U.S. withdrawal of Iran nuclear agreement Global chemical injury
The exit of the United States from the Iranian nuclear agreement has resulted in an increase in global oil prices, which is detrimental to the development of the petrochemical industry.
Due to concerns about the escalation of the conflict in the Middle East and the reduction of Iran’s oil supply, Brent crude oil futures prices have been pushed up to US$80/barrel from around US$65 in March this year. Normally, naphtha prices are closely related to crude oil prices, and as crude oil prices rise, naphtha prices will also start to rise. This will increase the cost of ethylene production from petrochemical producers that use naphtha as feedstocks, mainly in Europe and some Asian crackers, and their profits will decline, which will be detrimental to the balanced development of the global chemical industry.

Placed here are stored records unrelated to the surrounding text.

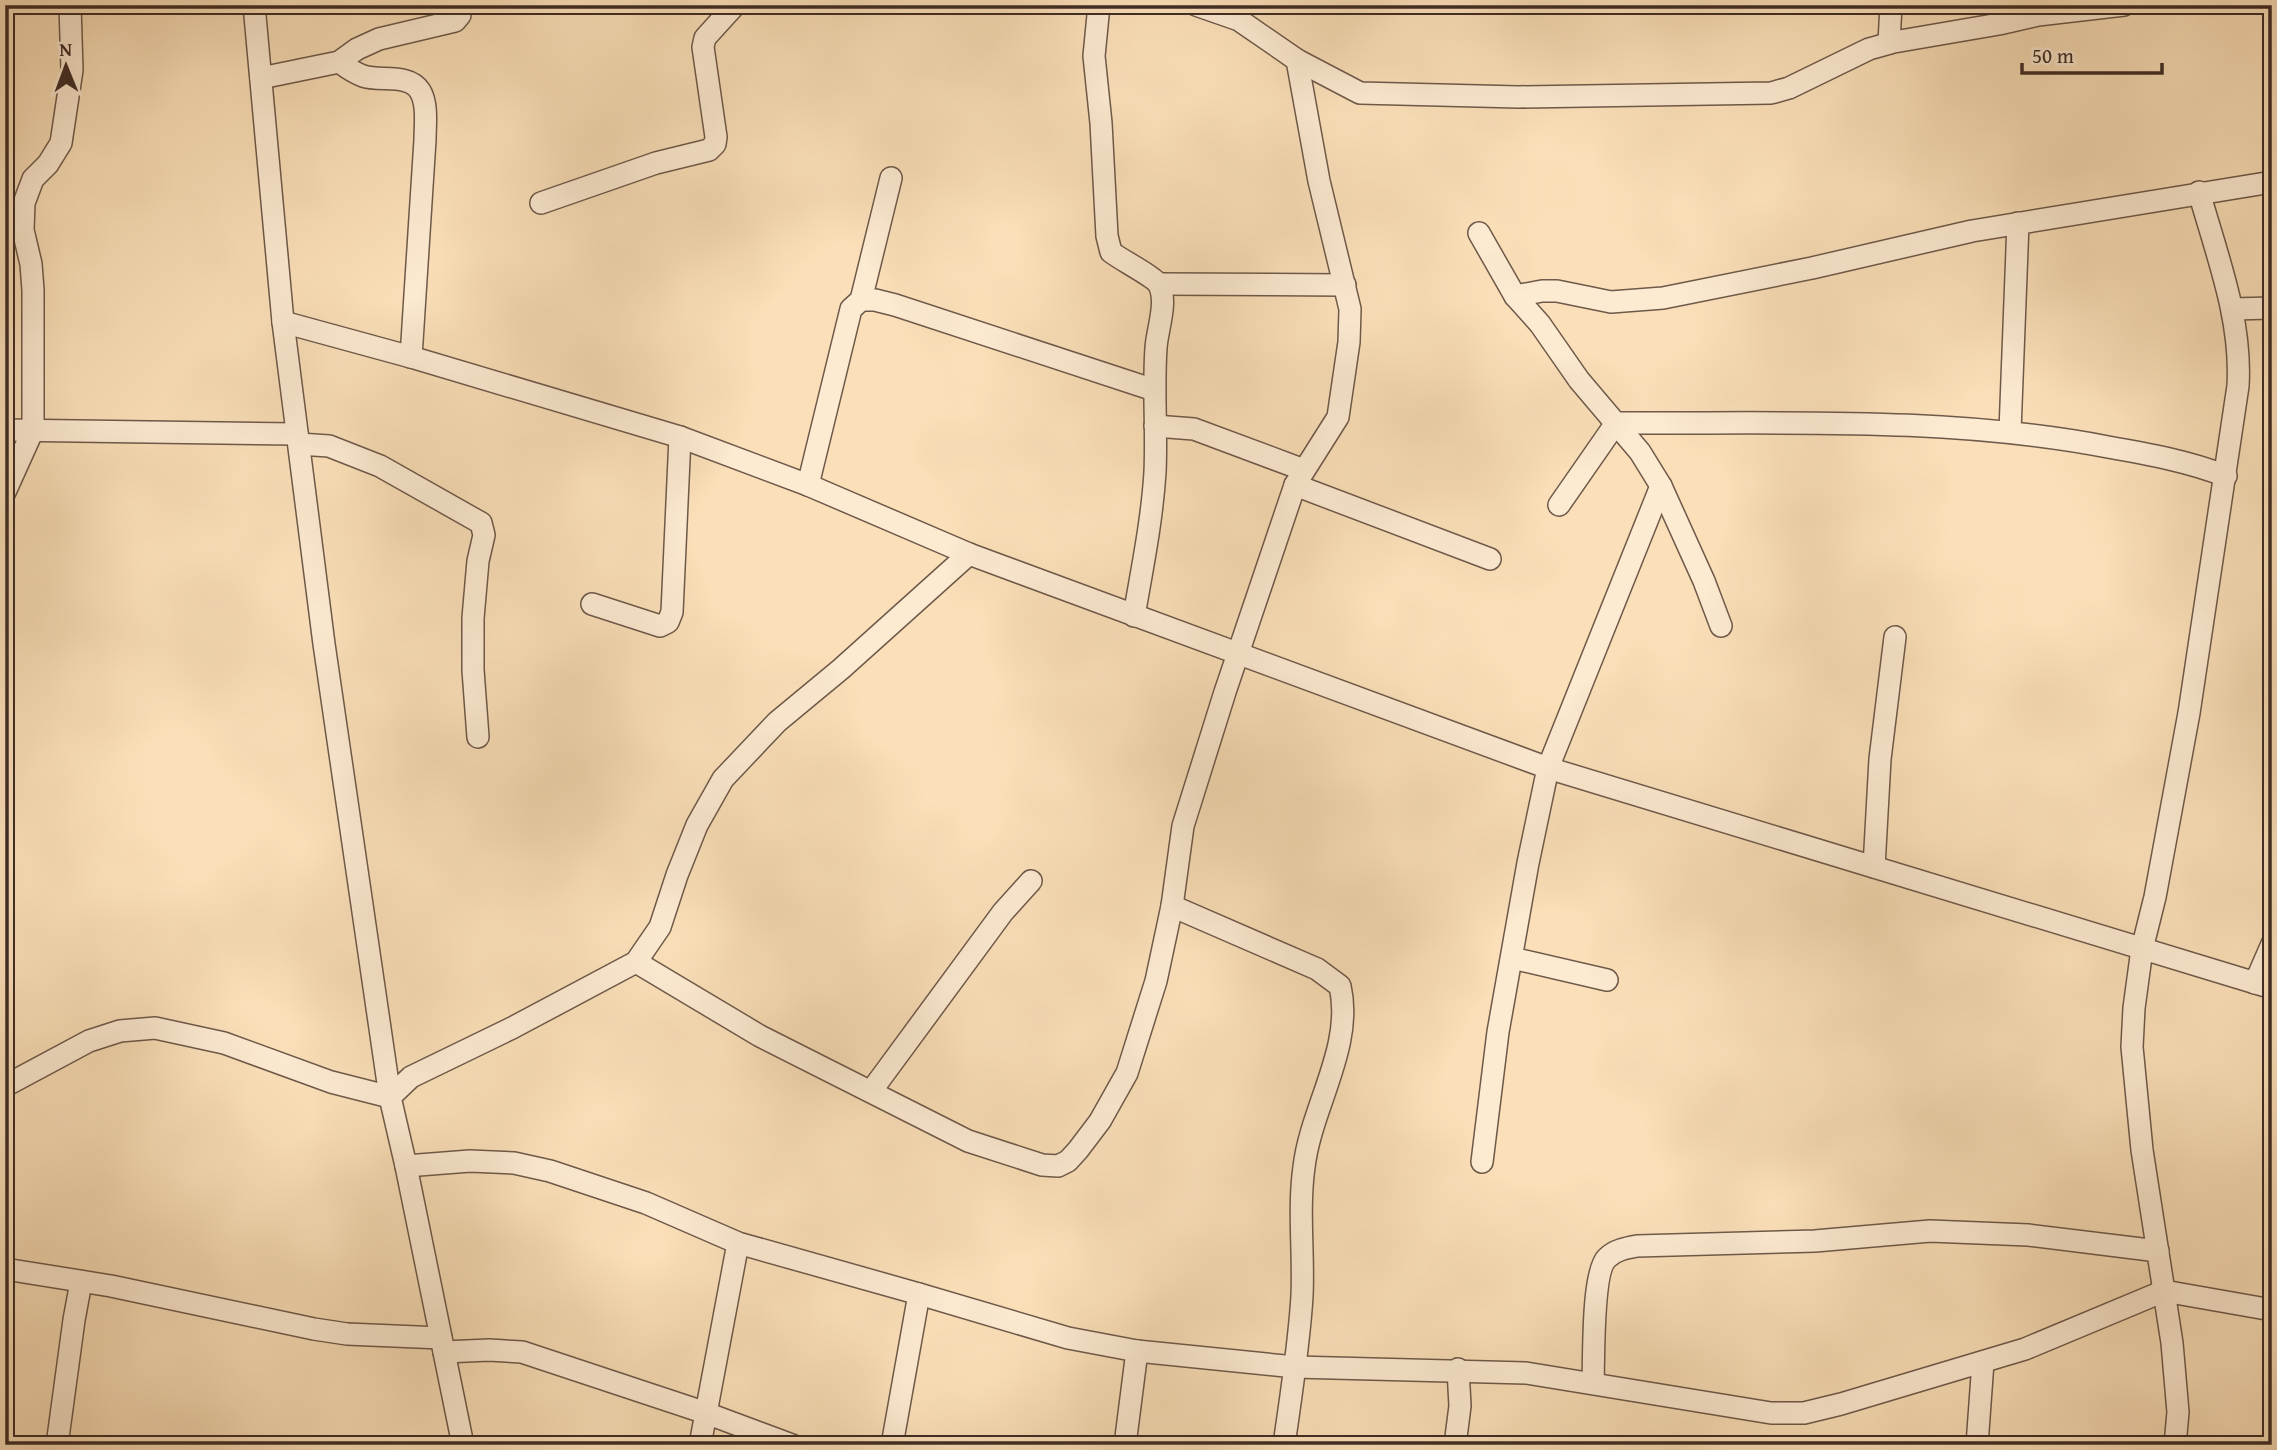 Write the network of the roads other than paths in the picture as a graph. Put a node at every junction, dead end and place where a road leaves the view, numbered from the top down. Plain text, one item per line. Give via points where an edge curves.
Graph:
1 (69, 5) edge
2 (254, 5) edge
3 (460, 5) edge
4 (735, 5) edge
5 (1099, 5) edge
6 (1196, 5) edge
7 (1891, 5) edge
8 (2115, 6) edge
9 (1237, 13) edge
10 (1889, 43) junction
11 (1297, 60) junction
12 (339, 62) junction
13 (261, 78) junction
14 (891, 178) dead end
15 (2272, 182) edge
16 (2199, 192) junction
17 (541, 203) dead end
18 (2018, 223) junction
19 (1479, 233) dead end
20 (1159, 284) junction
21 (1345, 285) junction
22 (1514, 296) junction
23 (861, 299) junction
24 (2272, 307) edge
25 (2232, 310) junction
26 (283, 322) junction
27 (411, 356) junction
28 (1154, 390) junction
29 (1616, 423) junction
30 (1155, 426) junction
31 (5, 430) edge
32 (33, 430) junction
33 (2010, 431) junction
34 (680, 437) junction
35 (298, 439) junction
36 (2226, 476) junction
37 (1299, 477) junction
38 (808, 485) junction
39 (1661, 486) junction
40 (5, 492) edge
41 (1559, 505) dead end
42 (969, 554) junction
43 (1490, 559) dead end
44 (592, 604) dead end
45 (1134, 616) junction
46 (1721, 626) dead end
47 (1895, 637) dead end
48 (1238, 655) junction
49 (478, 737) dead end
50 (1548, 768) junction
51 (1874, 867) junction
52 (1031, 881) dead end
53 (1172, 906) junction
54 (2272, 944) edge
55 (2142, 949) junction
56 (1512, 958) junction
57 (636, 962) junction
58 (1607, 980) dead end
59 (2263, 985) edge
60 (5, 1086) edge
61 (872, 1090) junction
62 (390, 1097) junction
63 (1482, 1162) dead end
64 (406, 1166) junction
65 (738, 1243) junction
66 (2158, 1251) junction
67 (5, 1269) edge
68 (81, 1282) junction
69 (2164, 1291) junction
70 (919, 1294) junction
71 (2272, 1310) edge
72 (442, 1345) junction
73 (1137, 1351) junction
74 (1983, 1362) junction
75 (1294, 1367) junction
76 (1458, 1369) junction
77 (1593, 1383) junction
78 (706, 1413) junction
79 (58, 1445) edge
80 (463, 1445) edge
81 (701, 1445) edge
82 (792, 1445) edge
83 (892, 1445) edge
84 (1125, 1445) edge
85 (1284, 1445) edge
86 (1455, 1445) edge
87 (1977, 1445) edge
88 (2175, 1445) edge

1 - 32 street via 72,70 61,143 33,179 24,203 23,230 33,290
2 - 13 street
3 - 12 street via 455,21 379,39
4 - 17 street via 705,38 703,47 715,144 709,150 656,163
5 - 20 street via 1094,56 1107,236 1111,252
6 - 9 street
7 - 10 street
8 - 10 street via 2038,15
9 - 11 street
10 - 11 street via 1789,88 1753,94 1518,97 1360,93
11 - 21 street via 1319,181
12 - 13 street
12 - 27 street via 361,76 403,80 421,92 425,140
13 - 26 street
14 - 23 street
15 - 16 street
16 - 18 street
16 - 25 street
18 - 22 street via 1663,298 1611,302 1557,291
18 - 33 street
19 - 22 street
20 - 21 street
20 - 28 street via 1162,296
21 - 37 street via 1349,342 1338,417
22 - 29 street
23 - 28 street via 895,304
23 - 38 street via 851,309
24 - 25 street
25 - 36 street via 2239,357
26 - 27 street
26 - 35 street
27 - 34 street
28 - 30 street
29 - 33 street via 1817,423
29 - 39 street
29 - 41 street
30 - 37 street via 1194,429
30 - 45 street via 1149,532
31 - 32 street
32 - 35 street
32 - 40 street
33 - 36 street via 2152,455
34 - 38 street
34 - 44 street via 668,622 660,626
35 - 49 street via 380,466 481,523 484,535 473,618
35 - 62 street
36 - 55 street via 2189,713
37 - 43 street
37 - 48 street
38 - 42 street
39 - 46 street
39 - 50 street
42 - 45 street
42 - 57 street via 776,722 723,779 697,825 660,927
45 - 48 street
47 - 51 street via 1880,759
48 - 50 street
48 - 53 street via 1183,826
50 - 51 street
50 - 56 street
51 - 55 street
52 - 61 street via 1003,912
53 - 61 street via 1156,981 1127,1073 1100,1121 1068,1161 1058,1166 1042,1164 968,1141
53 - 75 street via 1317,969 1340,986 1343,1021 1307,1141 1303,1171 1302,1294
54 - 59 street
55 - 59 street
55 - 66 street via 2132,1047
56 - 58 street
56 - 63 street
57 - 61 street via 760,1036
57 - 62 street via 411,1077
60 - 62 street via 89,1041 120,1031 155,1028 224,1042 331,1082
62 - 64 street
64 - 65 street via 470,1161 550,1171 646,1203
64 - 72 street
65 - 70 street
65 - 78 street
66 - 69 street
66 - 77 street via 2028,1235 1930,1231 1619,1249 1604,1260 1598,1278
67 - 68 street
68 - 72 street via 314,1329
68 - 79 street
69 - 71 street
69 - 74 street
69 - 88 street via 2178,1412
70 - 73 street via 1068,1338
70 - 83 street
72 - 78 street via 522,1352
72 - 80 street
73 - 75 street
73 - 84 street
74 - 77 street via 1804,1413 1771,1413
74 - 87 street
75 - 76 street
75 - 85 street
76 - 77 street
76 - 86 street
78 - 81 street
78 - 82 street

For the petrochemical industry in the United States, this is not necessarily a good thing. At the beginning, the United States had attracted many investments with its abundant and cheap shale gas advantages, and successively established ethylene and related derivative projects in the United States. The global oil and gas market prices have risen. For these new petrochemical plants in the United States, the project's profitability and return on investment will also decline. In the long run, this is not conducive to attracting investment in the industry.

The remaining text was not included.